HOW TO COMPLETE THIS TASK
The required answer is the count of lines in the records that contain "大阪中央環状線", with no other text.

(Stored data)

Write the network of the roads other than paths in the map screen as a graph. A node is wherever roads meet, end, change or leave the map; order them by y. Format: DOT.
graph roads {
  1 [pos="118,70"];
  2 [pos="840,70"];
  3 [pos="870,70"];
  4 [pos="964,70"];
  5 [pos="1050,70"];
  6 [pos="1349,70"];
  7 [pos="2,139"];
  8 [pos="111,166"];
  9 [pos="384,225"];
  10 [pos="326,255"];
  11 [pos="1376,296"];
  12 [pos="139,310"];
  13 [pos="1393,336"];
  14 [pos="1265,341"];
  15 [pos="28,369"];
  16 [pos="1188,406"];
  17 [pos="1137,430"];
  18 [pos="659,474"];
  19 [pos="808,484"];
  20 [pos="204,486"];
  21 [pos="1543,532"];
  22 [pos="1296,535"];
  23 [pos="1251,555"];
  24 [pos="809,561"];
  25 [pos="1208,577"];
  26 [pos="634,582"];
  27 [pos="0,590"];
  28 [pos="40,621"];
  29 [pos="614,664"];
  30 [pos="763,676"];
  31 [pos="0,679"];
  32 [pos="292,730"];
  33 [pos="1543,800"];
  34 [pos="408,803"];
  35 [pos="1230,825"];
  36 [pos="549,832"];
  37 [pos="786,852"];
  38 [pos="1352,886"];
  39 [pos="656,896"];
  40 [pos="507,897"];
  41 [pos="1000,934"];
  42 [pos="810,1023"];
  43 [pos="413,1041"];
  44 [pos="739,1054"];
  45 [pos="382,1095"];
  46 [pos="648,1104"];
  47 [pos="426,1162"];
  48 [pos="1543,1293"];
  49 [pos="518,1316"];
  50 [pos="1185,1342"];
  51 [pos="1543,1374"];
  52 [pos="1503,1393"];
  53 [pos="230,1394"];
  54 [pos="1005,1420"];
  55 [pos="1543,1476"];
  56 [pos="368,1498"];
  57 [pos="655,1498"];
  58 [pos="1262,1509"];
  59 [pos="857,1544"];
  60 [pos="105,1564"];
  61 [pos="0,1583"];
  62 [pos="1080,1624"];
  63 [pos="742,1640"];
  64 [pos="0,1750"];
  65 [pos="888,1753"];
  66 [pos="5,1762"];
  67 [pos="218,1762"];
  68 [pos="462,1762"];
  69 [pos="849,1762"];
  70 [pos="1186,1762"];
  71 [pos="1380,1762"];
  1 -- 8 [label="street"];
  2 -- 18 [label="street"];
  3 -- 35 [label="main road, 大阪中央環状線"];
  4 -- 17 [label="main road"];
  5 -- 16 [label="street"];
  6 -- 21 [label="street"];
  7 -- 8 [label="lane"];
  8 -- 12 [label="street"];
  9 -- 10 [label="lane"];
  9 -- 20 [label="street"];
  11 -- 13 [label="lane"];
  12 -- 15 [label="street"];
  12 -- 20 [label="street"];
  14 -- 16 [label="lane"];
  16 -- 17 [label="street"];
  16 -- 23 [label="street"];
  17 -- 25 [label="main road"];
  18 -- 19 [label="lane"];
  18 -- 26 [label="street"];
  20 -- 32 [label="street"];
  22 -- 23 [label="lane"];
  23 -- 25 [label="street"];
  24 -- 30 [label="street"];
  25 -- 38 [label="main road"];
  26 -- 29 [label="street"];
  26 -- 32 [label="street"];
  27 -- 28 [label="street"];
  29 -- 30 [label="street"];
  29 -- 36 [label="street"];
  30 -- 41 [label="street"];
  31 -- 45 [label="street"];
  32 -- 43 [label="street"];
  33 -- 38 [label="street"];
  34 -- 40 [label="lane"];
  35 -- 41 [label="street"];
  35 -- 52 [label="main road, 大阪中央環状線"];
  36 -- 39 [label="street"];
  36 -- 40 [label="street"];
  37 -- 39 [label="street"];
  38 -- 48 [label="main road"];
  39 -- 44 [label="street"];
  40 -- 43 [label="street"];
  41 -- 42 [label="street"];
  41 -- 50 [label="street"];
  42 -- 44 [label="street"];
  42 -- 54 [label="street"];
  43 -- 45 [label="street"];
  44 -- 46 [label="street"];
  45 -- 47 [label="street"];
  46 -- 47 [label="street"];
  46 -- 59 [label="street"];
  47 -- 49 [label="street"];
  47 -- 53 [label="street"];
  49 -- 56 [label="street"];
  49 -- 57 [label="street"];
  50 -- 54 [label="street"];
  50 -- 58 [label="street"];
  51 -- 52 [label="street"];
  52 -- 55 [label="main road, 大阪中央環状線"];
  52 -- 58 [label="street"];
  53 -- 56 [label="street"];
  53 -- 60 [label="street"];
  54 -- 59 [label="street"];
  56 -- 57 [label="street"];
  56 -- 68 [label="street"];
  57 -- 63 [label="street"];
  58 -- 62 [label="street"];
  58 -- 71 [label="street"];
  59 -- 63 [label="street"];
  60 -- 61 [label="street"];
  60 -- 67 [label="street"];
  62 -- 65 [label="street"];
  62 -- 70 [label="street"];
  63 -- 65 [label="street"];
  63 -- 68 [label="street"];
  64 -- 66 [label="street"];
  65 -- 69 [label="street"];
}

EXERCISE RESULT
3